TEA models include parameters bounded by system constraints. For example, biorefineries include both technical (reactor temperature) and economic (minimum feedstock cost) constraints that need to be considered within the model. Within the bounds of the allowable parameters there are usually one or more function maxima or minima. In this regard, TEA systems are somewhat simpler than other mathematical models — the function space is well defined. The major challenges for optimization of TEA models are large, complex models with hundreds of parameters, and models that express extremely nonlinear behavior. Techniques that address both of these challenges are the subject of much research.

Researchers employ model surrogates or reduced order models (ROMs) to optimize large models that are either too complex or computationally expensive to evaluate. ROMs can significantly reduce the time required to optimize high-fidelity models at the risk of over-simplifying the problem.
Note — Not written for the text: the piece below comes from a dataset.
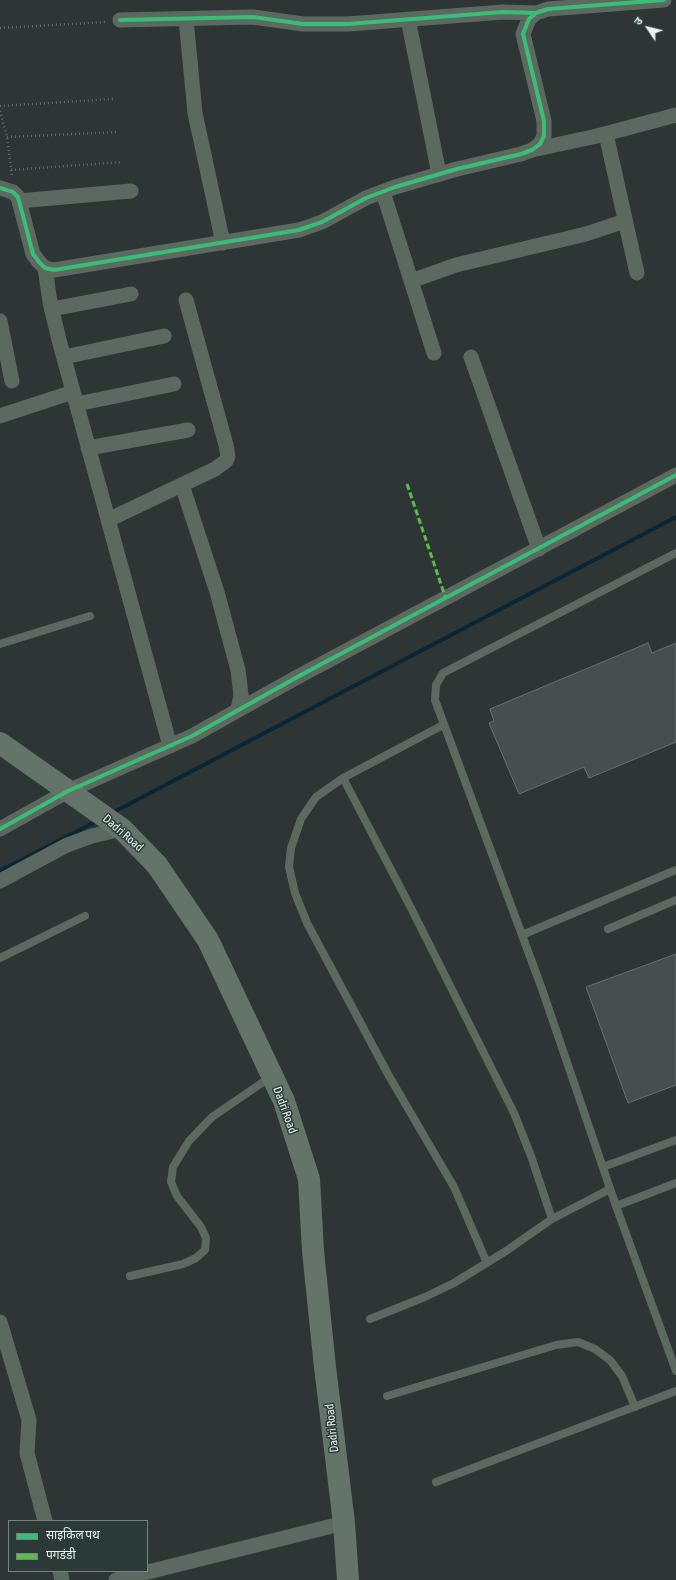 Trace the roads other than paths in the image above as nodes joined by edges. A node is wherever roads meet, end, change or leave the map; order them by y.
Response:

Therefore, several approaches have been proposed for the identification of ROM parameters and the evaluation of ROM accuracy.
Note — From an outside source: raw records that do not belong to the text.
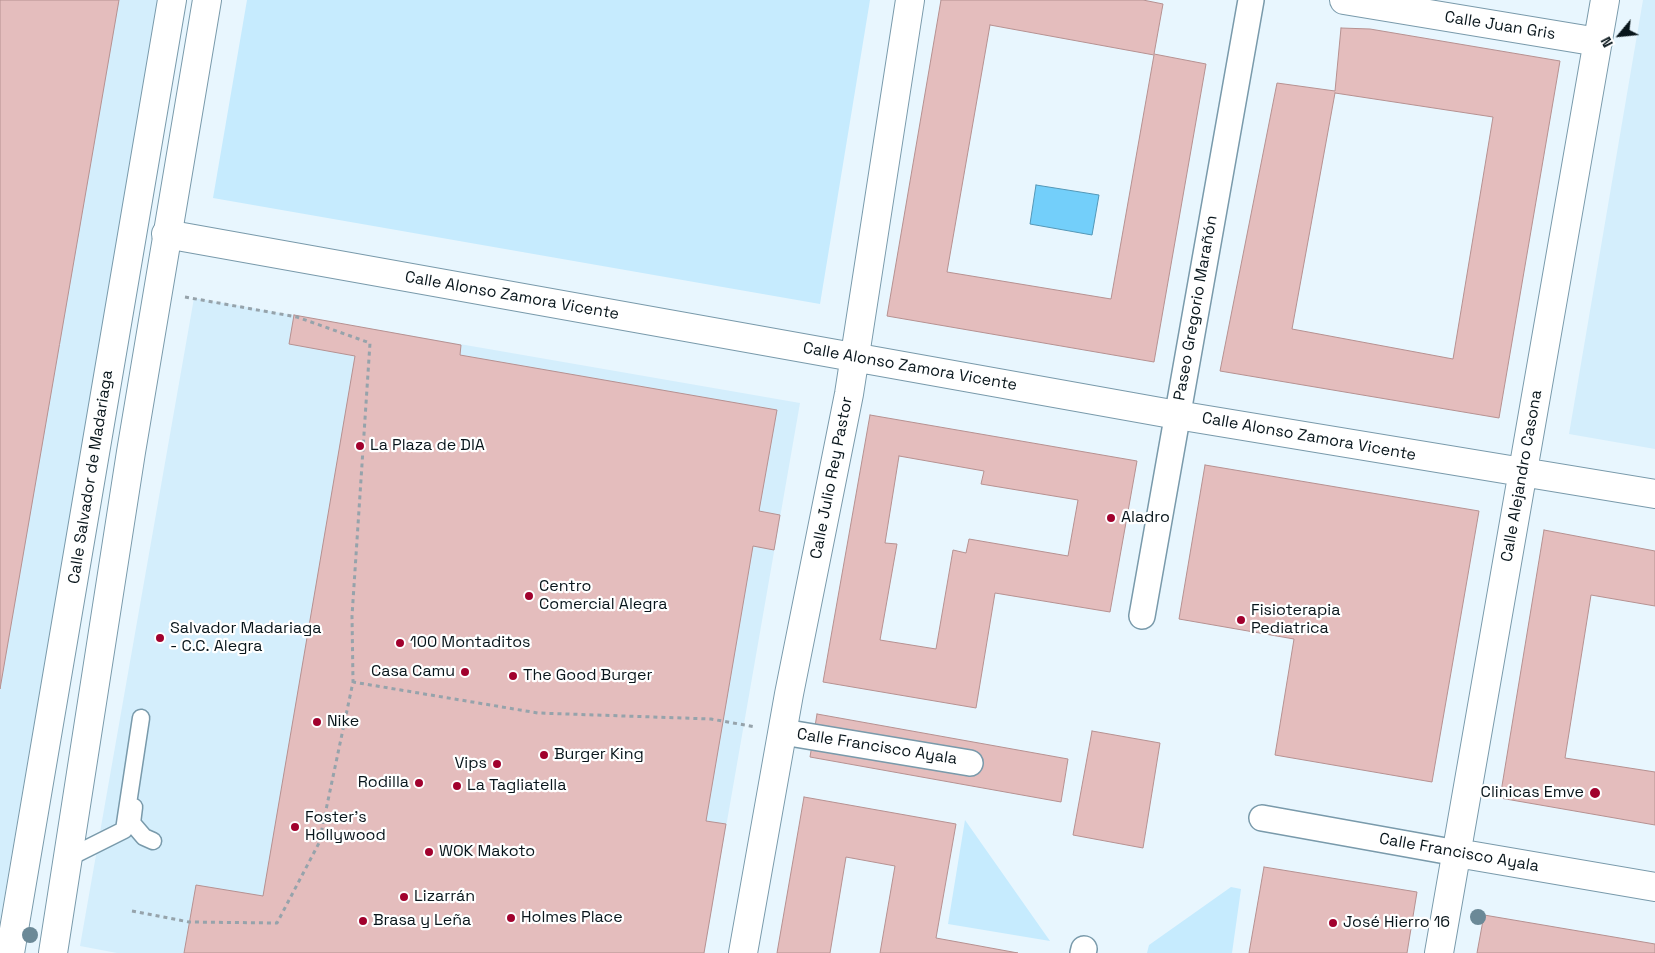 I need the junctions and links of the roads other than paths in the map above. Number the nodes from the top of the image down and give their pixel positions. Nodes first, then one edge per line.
1 (172, 0) edge
2 (207, 0) edge
3 (910, 0) edge
4 (1251, 0) edge
5 (1344, 0) edge
6 (1605, 0) edge
7 (1598, 42) junction
8 (166, 234) junction
9 (854, 358) junction
10 (1177, 415) junction
11 (1522, 473) junction
12 (1655, 494) edge
13 (1142, 616) dead end
14 (783, 732) junction
15 (970, 763) dead end
16 (1262, 818) dead end
17 (153, 841) dead end
18 (1457, 853) junction
19 (68, 858) junction
20 (1655, 887) edge
21 (10, 953) edge
22 (53, 953) edge
23 (742, 953) edge
24 (1439, 953) edge

1 - 21 street, Calle Salvador de Madariaga
2 - 8 street
3 - 9 street, Calle Julio Rey Pastor
4 - 10 street, Paseo Gregorio Marañón
5 - 7 street, Calle Juan Gris
6 - 7 street, Calle Alejandro Casona
7 - 11 street, Calle Alejandro Casona
8 - 9 street, Calle Alonso Zamora Vicente
8 - 19 street
9 - 10 street, Calle Alonso Zamora Vicente
9 - 14 street, Calle Julio Rey Pastor
10 - 11 street, Calle Alonso Zamora Vicente
10 - 13 street, Paseo Gregorio Marañón
11 - 12 street, Calle Alonso Zamora Vicente
11 - 18 street, Calle Alejandro Casona
14 - 15 street, Calle Francisco Ayala
14 - 23 street, Calle Julio Rey Pastor
16 - 18 street, Calle Francisco Ayala
17 - 19 lane
18 - 20 street, Calle Francisco Ayala
18 - 24 street, Calle Alejandro Casona
19 - 22 street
The benefits of process optimization go beyond identifying optimal values. They also identify tradeoffs between differing objectives. These tradeoffs can be illustrated by a Pareto curve. Pareto curves describe the incremental changes of a given objective value due to improving a second objective. For example, biorefineries commonly face a tradeoff between lowering process costs from the use of fossil fuels and increasing their overall environmental footprint.

These emerging trends suggest a bright future for techno-economic analysis study and its impact on the advancement of biorefineries. The study of demonstration-plant data, combination of TEA and LCA, evaluation of risk and uncertainty, and optimization of system models are fertile grounds for future research and development.